_Prompt:_ Filter by the string "International": return the lines of the material that contain it.

_Source information:_
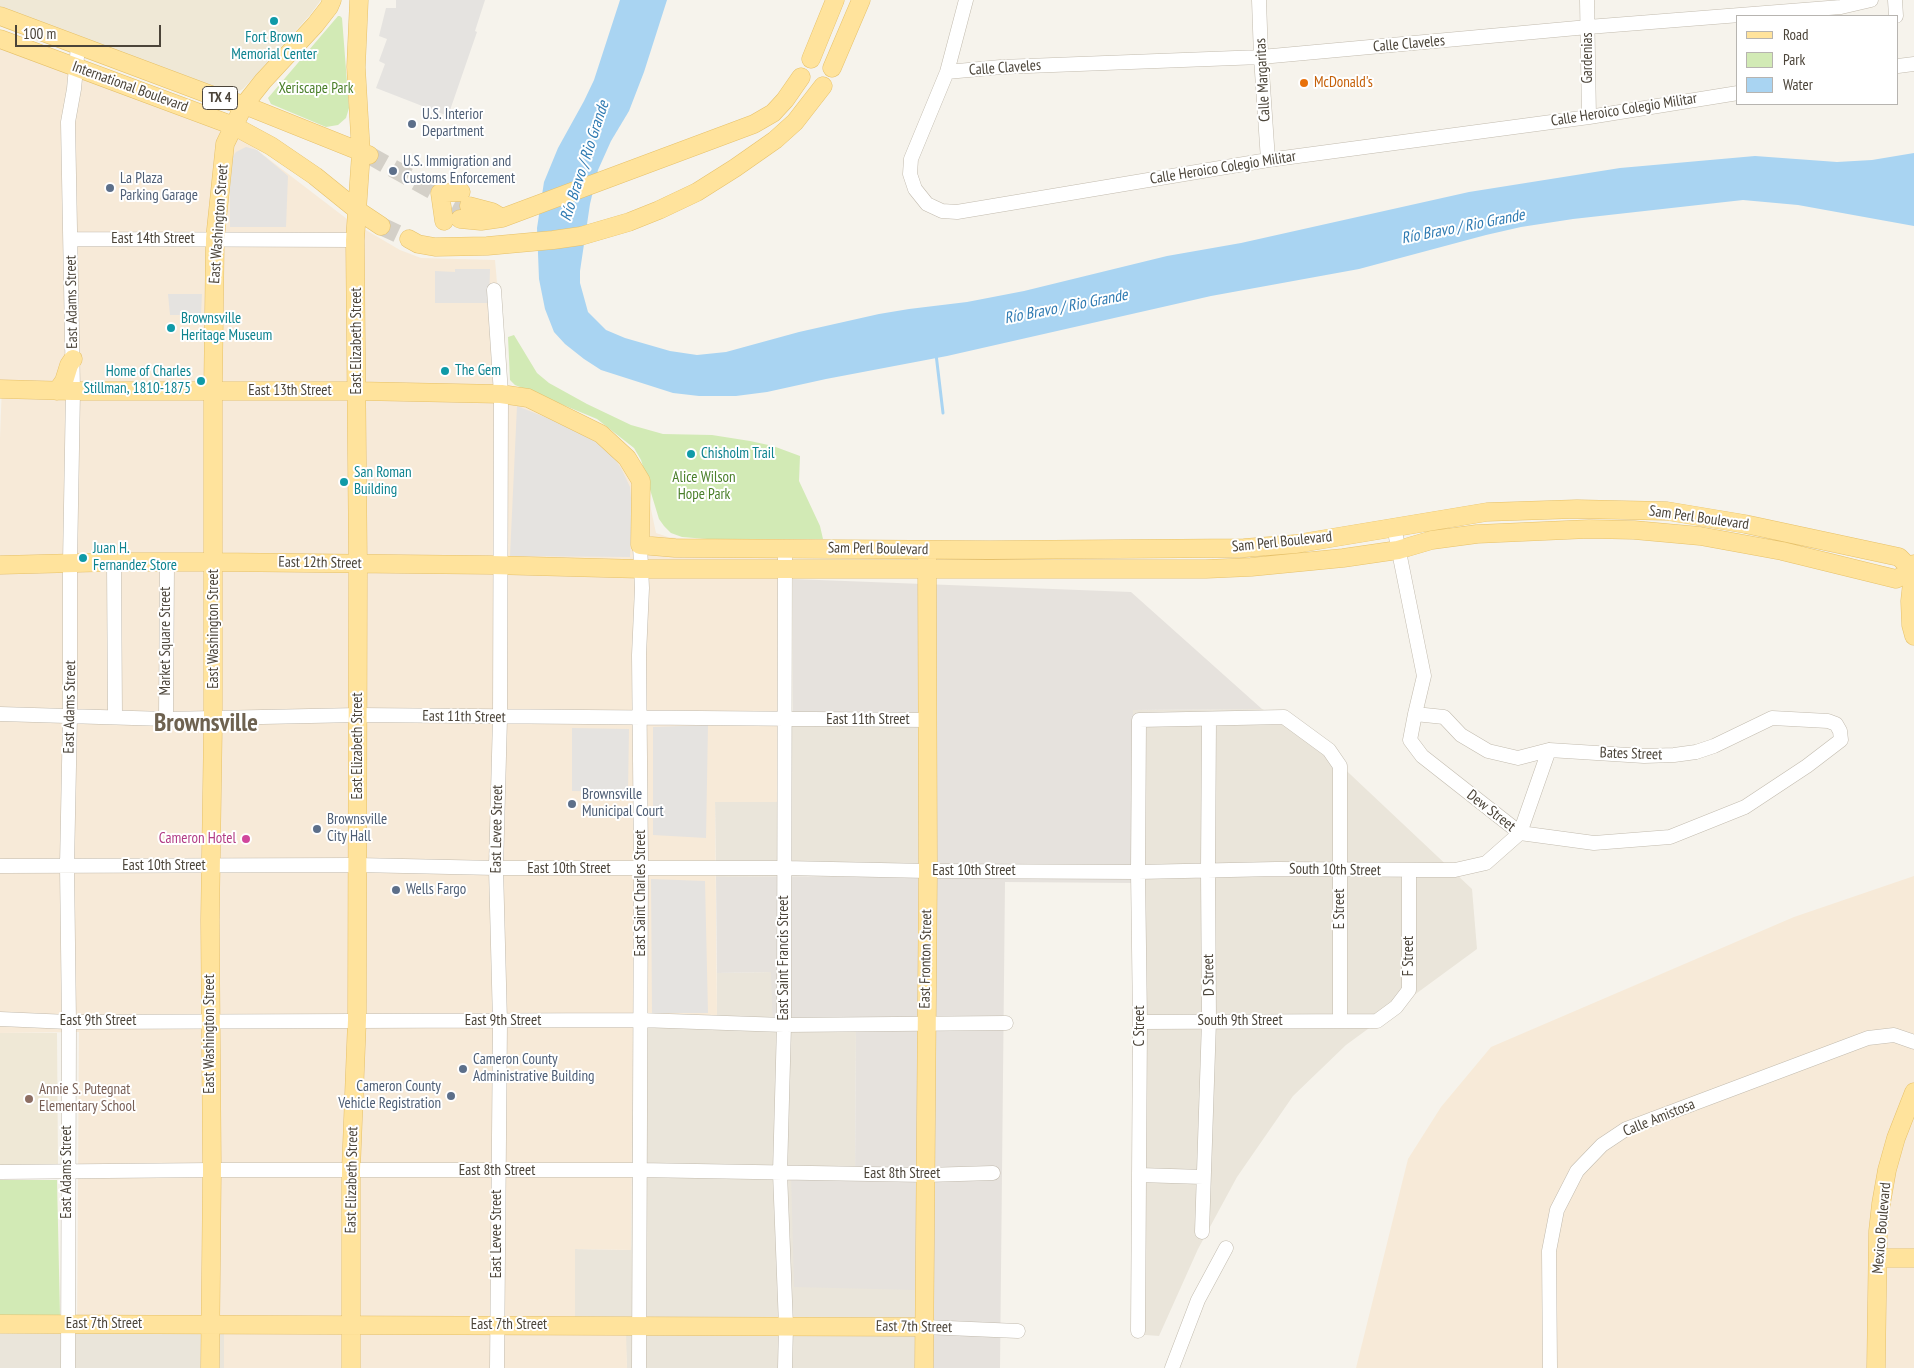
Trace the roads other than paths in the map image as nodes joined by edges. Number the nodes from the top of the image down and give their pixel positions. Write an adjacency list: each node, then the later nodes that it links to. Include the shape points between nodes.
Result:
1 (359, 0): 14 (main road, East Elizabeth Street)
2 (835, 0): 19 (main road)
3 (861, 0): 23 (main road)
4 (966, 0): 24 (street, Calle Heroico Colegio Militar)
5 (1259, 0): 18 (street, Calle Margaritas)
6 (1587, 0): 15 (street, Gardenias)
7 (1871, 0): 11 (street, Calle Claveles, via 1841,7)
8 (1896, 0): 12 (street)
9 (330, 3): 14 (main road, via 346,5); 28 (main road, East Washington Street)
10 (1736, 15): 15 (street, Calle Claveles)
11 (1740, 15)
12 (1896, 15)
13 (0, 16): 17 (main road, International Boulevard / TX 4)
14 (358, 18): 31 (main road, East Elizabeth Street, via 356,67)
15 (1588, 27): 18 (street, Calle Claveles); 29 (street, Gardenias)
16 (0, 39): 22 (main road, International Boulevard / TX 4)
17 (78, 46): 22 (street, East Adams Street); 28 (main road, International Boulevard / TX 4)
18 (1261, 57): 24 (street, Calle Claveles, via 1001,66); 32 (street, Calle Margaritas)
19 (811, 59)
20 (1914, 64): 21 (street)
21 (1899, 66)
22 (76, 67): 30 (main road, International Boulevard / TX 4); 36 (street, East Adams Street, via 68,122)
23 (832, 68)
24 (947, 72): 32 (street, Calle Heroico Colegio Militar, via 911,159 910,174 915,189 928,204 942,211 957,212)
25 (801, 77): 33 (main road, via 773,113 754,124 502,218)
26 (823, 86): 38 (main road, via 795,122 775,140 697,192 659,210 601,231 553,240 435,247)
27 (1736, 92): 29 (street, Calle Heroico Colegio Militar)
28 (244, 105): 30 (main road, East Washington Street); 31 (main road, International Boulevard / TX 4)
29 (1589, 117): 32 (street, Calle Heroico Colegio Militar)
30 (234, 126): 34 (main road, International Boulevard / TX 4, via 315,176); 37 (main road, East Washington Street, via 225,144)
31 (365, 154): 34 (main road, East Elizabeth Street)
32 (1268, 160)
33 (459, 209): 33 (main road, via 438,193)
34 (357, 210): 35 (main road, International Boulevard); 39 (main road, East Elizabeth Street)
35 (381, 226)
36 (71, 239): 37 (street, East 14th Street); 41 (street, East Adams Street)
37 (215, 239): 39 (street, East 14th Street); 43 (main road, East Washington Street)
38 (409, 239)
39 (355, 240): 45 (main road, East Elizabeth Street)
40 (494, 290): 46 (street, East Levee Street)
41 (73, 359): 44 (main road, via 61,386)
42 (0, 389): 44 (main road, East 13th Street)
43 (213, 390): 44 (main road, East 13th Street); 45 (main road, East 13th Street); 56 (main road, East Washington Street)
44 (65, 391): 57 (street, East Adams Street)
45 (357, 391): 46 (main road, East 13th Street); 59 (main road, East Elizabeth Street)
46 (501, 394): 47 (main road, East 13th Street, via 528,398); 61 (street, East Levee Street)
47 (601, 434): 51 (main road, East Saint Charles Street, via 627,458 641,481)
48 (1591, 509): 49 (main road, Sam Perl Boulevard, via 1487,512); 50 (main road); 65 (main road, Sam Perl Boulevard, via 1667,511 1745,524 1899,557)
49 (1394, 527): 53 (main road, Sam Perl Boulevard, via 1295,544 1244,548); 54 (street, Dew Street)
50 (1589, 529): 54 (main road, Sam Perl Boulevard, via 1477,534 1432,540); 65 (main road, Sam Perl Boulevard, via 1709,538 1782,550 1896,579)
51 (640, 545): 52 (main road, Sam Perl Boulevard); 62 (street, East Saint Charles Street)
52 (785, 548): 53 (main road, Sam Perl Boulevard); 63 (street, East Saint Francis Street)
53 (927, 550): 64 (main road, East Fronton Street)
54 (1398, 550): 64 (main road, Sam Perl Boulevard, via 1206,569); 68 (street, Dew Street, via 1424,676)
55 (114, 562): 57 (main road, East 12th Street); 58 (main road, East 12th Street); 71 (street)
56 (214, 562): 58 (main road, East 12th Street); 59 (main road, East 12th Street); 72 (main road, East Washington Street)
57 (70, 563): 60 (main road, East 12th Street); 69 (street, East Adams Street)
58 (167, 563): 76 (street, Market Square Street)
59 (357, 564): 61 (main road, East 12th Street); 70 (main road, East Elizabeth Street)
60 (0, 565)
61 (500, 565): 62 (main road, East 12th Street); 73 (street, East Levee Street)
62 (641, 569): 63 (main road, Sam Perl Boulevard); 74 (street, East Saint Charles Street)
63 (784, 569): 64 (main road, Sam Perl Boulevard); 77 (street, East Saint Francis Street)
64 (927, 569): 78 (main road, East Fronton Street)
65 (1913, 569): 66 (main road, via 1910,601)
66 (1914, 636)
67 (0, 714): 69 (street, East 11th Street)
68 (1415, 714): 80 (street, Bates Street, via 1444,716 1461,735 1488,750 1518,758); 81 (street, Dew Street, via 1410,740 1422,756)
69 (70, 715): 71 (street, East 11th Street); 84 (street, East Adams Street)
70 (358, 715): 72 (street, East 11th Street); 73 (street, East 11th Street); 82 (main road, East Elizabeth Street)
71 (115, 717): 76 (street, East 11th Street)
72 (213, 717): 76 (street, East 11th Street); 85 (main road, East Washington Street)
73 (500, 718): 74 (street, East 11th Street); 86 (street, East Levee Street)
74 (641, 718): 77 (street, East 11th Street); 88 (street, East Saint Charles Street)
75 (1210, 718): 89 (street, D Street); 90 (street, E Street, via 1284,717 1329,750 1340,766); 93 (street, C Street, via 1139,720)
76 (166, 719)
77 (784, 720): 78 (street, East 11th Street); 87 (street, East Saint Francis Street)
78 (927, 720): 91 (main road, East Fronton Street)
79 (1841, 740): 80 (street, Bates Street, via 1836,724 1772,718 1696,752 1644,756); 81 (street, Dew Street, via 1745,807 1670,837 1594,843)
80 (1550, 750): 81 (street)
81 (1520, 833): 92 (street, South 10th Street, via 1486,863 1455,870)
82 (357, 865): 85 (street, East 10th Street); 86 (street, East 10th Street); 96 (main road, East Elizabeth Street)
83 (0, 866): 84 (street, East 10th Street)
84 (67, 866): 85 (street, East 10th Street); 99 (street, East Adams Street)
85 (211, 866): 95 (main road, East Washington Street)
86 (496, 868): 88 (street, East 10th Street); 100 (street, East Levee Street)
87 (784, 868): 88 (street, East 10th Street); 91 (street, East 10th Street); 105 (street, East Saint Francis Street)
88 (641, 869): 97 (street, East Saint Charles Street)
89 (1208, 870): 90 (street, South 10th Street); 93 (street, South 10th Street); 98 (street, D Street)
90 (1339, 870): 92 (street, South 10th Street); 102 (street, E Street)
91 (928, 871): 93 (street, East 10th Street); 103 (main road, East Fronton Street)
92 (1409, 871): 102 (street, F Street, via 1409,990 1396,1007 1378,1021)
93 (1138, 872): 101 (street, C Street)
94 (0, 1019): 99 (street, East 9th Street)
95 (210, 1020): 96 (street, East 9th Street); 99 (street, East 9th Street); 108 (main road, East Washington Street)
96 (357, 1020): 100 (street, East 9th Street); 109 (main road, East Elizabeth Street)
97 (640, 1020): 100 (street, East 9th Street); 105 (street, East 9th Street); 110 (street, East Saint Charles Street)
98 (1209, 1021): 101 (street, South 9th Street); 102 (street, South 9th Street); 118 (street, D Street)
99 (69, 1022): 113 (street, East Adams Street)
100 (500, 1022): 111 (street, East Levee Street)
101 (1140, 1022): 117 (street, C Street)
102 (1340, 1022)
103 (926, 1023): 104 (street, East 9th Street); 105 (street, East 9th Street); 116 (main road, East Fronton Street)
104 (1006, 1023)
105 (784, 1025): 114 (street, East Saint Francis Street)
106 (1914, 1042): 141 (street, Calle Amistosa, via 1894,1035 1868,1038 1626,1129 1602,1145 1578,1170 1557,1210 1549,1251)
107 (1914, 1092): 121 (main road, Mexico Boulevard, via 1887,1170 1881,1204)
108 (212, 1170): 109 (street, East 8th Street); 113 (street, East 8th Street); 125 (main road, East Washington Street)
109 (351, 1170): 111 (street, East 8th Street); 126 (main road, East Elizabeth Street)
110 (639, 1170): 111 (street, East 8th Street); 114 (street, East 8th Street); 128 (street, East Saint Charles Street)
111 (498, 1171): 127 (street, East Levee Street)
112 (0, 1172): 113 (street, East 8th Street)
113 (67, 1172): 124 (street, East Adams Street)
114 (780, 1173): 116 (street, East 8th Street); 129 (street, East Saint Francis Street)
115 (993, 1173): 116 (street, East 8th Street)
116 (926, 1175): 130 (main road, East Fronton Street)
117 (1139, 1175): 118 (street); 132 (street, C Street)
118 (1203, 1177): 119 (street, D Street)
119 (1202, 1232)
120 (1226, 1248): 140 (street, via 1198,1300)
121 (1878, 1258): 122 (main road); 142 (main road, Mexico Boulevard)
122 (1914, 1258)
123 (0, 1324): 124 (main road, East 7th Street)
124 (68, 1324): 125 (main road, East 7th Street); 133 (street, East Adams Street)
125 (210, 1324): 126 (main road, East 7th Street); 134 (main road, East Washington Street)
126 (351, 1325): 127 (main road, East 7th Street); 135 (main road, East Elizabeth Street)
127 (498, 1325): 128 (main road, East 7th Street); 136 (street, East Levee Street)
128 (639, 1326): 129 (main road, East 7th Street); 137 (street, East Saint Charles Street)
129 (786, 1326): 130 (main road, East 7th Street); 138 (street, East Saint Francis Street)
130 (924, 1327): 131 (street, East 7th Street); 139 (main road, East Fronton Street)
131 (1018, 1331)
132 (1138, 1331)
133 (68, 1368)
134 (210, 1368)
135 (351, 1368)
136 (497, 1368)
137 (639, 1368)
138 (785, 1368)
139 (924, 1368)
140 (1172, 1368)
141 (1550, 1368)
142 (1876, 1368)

_Written solution:_
13 (0, 16): 17 (main road, International Boulevard / TX 4)
16 (0, 39): 22 (main road, International Boulevard / TX 4)
17 (78, 46): 22 (street, East Adams Street); 28 (main road, International Boulevard / TX 4)
22 (76, 67): 30 (main road, International Boulevard / TX 4); 36 (street, East Adams Street, via 68,122)
28 (244, 105): 30 (main road, East Washington Street); 31 (main road, International Boulevard / TX 4)
30 (234, 126): 34 (main road, International Boulevard / TX 4, via 315,176); 37 (main road, East Washington Street, via 225,144)
34 (357, 210): 35 (main road, International Boulevard); 39 (main road, East Elizabeth Street)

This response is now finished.